Each line below that contains the word "APPLEDENE" is to be counted; give only the final number.

(Stored data)
Content starts

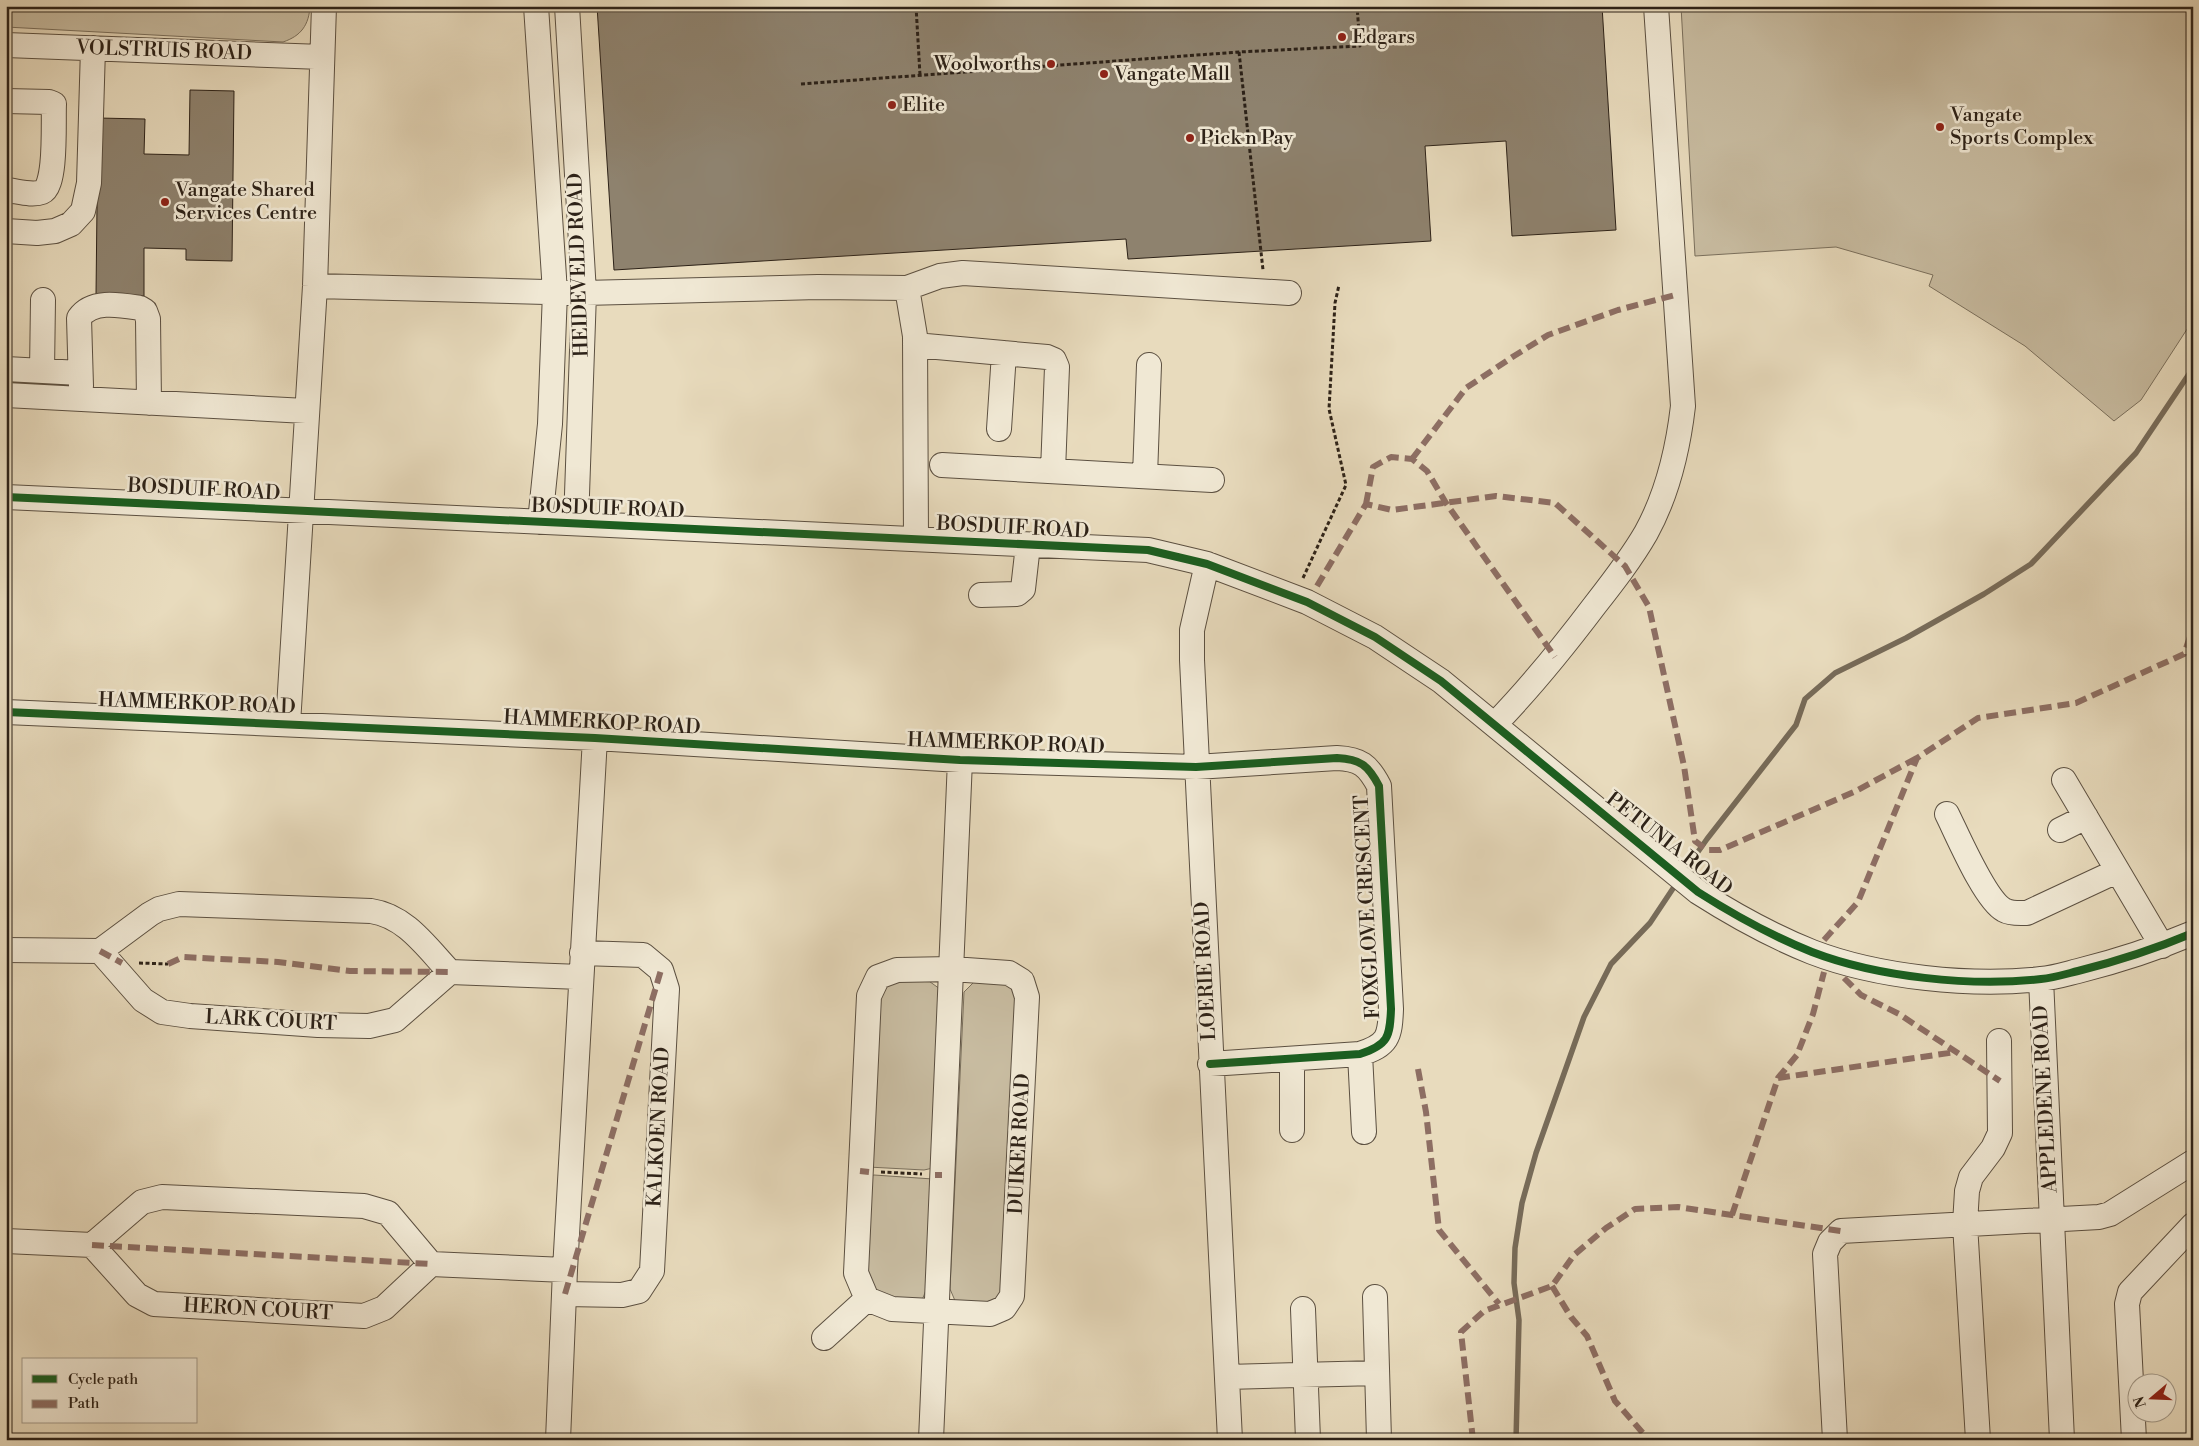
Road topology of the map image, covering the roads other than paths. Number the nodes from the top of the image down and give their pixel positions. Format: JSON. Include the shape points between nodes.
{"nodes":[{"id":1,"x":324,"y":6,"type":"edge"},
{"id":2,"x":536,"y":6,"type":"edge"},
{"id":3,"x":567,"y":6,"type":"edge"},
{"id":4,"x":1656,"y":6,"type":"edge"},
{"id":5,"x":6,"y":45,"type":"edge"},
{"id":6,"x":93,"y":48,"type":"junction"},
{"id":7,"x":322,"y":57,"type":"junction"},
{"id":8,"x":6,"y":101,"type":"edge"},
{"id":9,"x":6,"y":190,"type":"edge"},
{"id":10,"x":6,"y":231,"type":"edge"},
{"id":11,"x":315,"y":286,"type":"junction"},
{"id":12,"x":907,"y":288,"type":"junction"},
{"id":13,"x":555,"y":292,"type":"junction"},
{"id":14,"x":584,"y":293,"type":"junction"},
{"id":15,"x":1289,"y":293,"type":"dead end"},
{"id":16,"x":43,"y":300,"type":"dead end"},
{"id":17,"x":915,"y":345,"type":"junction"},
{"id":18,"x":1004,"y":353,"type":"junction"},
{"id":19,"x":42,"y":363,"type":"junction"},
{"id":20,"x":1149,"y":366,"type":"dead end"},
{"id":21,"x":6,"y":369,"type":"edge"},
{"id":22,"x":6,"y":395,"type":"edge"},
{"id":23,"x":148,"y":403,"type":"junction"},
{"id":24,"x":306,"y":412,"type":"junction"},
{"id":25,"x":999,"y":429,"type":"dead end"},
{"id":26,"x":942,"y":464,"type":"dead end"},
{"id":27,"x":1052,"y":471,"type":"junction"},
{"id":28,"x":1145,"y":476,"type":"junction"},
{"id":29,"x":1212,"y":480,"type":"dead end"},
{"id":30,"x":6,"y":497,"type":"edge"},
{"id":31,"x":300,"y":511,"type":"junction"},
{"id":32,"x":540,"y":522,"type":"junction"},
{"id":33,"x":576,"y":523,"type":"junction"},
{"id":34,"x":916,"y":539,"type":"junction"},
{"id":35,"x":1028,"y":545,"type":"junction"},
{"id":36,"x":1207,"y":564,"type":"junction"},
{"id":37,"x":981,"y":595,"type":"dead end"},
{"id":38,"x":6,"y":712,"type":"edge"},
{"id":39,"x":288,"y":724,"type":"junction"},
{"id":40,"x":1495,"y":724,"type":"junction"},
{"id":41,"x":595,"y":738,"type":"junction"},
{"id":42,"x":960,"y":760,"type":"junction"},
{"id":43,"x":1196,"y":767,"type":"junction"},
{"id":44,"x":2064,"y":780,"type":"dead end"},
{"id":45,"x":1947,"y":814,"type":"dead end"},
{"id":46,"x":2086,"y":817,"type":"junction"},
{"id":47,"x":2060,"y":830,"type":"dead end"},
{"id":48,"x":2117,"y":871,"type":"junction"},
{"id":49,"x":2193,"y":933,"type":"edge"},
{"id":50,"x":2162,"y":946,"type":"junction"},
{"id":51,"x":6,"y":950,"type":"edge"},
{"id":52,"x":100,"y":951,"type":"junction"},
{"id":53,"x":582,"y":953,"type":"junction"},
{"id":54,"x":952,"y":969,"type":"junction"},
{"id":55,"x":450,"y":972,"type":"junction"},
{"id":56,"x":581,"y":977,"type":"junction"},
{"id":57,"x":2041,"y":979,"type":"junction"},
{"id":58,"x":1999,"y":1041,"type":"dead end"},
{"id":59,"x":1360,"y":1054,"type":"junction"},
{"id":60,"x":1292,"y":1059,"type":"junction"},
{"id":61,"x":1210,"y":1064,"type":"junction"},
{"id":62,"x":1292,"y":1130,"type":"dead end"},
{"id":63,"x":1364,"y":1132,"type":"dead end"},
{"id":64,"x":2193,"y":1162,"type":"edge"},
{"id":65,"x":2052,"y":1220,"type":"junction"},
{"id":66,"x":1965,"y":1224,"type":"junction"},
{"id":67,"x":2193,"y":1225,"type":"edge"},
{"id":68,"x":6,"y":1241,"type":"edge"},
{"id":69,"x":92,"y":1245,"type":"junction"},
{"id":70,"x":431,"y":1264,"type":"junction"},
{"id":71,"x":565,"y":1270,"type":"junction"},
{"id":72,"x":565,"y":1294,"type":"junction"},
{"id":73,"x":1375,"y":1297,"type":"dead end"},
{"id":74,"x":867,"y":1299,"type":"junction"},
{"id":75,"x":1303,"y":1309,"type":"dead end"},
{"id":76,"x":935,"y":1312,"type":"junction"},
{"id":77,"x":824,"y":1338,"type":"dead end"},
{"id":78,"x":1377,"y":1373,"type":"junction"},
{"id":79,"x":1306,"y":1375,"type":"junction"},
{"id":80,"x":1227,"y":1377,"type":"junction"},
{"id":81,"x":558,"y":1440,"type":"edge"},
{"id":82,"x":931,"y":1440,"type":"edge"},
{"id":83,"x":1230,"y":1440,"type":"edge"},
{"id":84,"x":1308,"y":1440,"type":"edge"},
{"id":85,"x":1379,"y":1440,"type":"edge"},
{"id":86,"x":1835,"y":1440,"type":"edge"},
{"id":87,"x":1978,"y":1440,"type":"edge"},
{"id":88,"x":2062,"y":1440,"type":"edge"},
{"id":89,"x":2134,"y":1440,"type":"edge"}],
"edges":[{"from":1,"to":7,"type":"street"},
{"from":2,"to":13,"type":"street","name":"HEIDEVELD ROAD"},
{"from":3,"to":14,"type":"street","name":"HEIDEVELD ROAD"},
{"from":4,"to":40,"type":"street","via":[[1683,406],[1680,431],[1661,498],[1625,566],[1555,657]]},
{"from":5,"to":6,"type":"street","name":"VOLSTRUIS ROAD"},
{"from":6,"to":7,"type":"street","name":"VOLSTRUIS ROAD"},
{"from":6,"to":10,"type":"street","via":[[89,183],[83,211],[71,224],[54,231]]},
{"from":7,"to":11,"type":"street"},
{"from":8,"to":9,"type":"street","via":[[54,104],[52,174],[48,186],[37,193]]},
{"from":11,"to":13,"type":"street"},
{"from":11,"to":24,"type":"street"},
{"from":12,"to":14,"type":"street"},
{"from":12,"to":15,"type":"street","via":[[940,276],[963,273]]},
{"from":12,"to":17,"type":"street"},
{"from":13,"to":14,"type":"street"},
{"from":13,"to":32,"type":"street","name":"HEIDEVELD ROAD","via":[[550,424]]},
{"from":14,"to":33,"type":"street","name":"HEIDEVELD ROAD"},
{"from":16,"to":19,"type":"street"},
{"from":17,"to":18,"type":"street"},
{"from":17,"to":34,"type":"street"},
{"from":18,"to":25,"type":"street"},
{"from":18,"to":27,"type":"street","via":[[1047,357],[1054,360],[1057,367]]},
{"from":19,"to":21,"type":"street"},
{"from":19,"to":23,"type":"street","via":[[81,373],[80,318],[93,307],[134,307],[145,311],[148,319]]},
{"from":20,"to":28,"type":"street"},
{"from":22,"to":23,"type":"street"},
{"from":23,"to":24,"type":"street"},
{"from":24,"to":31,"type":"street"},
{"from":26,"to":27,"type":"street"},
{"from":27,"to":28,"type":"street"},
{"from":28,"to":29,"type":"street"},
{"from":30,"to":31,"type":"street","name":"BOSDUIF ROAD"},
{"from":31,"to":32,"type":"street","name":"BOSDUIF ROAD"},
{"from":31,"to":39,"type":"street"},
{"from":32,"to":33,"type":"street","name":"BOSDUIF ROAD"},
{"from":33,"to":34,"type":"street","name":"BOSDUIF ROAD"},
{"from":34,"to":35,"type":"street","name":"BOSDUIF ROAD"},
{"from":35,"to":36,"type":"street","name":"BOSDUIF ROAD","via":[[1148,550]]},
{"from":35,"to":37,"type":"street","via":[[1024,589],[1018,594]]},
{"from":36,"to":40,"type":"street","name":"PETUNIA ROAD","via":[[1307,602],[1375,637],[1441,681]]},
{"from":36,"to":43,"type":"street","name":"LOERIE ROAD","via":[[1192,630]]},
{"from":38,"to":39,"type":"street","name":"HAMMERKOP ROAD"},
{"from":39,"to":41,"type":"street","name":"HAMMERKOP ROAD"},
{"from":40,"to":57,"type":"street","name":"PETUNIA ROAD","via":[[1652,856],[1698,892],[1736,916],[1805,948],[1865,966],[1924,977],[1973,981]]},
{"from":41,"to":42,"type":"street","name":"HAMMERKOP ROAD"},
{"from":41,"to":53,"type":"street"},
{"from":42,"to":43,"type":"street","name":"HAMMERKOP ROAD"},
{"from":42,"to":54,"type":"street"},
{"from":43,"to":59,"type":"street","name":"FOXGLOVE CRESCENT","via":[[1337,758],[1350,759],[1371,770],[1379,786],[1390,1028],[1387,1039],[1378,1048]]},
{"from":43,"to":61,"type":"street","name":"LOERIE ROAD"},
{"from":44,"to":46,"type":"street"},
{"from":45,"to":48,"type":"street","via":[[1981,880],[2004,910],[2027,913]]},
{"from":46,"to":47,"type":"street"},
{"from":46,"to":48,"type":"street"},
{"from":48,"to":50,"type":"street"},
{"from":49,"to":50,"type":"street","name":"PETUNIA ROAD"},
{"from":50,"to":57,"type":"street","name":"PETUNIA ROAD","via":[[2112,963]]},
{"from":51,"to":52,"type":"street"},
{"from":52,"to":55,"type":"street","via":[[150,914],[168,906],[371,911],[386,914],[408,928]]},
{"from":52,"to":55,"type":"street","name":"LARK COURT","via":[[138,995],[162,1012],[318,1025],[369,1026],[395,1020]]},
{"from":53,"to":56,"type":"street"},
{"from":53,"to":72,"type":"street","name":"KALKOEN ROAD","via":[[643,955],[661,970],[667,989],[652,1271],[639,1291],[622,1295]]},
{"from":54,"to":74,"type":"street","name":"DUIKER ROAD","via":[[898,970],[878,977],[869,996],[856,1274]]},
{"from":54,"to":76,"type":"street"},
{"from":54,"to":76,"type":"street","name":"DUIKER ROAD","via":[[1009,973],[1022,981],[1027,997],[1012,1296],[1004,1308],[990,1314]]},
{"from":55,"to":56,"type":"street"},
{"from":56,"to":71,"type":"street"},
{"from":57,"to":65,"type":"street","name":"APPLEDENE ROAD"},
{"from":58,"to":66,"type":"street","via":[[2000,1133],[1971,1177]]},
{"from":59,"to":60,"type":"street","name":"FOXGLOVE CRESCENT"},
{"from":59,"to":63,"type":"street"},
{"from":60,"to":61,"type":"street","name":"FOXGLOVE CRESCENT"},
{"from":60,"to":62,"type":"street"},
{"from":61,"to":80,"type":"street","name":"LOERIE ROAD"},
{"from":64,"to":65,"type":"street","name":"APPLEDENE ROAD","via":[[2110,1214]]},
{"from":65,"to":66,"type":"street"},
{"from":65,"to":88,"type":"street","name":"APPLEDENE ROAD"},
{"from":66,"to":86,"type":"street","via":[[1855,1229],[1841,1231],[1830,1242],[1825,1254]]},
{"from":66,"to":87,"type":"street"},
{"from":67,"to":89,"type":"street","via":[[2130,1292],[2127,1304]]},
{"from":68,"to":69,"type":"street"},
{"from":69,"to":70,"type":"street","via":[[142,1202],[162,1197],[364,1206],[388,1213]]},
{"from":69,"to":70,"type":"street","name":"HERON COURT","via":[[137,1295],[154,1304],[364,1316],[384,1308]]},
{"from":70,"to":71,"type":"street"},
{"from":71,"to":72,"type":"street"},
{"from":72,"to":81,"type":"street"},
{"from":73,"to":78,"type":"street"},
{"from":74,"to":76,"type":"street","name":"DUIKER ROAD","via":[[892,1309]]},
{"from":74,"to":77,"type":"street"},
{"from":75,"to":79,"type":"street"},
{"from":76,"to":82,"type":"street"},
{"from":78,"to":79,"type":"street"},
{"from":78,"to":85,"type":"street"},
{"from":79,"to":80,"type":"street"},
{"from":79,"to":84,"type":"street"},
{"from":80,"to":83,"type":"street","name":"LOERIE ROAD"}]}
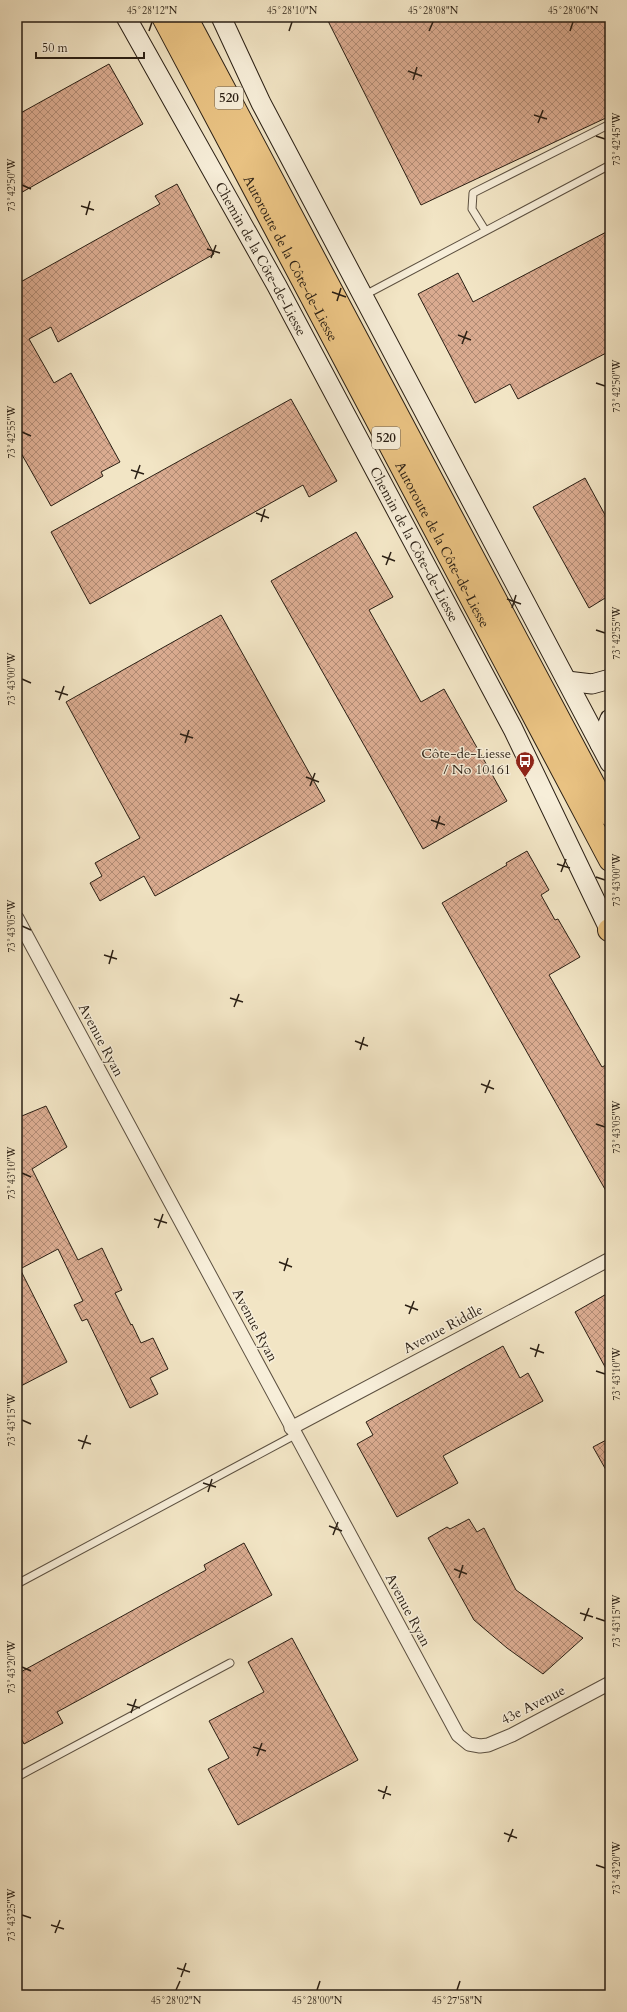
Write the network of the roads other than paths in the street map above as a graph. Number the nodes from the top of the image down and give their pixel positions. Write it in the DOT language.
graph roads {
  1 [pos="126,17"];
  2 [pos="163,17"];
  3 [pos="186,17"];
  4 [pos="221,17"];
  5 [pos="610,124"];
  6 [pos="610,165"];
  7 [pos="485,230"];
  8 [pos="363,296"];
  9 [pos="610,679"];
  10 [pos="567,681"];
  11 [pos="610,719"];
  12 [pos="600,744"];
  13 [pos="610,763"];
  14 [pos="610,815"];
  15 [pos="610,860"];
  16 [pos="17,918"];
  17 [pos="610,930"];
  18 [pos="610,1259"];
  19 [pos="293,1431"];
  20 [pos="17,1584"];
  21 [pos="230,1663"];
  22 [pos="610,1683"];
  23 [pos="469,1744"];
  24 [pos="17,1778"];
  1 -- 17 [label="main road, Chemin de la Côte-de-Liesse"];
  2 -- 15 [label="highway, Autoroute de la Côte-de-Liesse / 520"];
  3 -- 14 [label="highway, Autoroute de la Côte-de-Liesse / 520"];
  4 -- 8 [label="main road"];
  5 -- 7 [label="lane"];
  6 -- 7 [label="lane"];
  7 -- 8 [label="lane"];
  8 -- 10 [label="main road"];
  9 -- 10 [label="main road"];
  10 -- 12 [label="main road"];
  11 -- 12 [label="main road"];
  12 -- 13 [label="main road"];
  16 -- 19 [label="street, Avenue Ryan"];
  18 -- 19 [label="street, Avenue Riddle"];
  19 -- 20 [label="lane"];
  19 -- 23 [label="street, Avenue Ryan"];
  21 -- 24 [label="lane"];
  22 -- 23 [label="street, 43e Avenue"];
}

Content ends

ANSWER SECTION: 3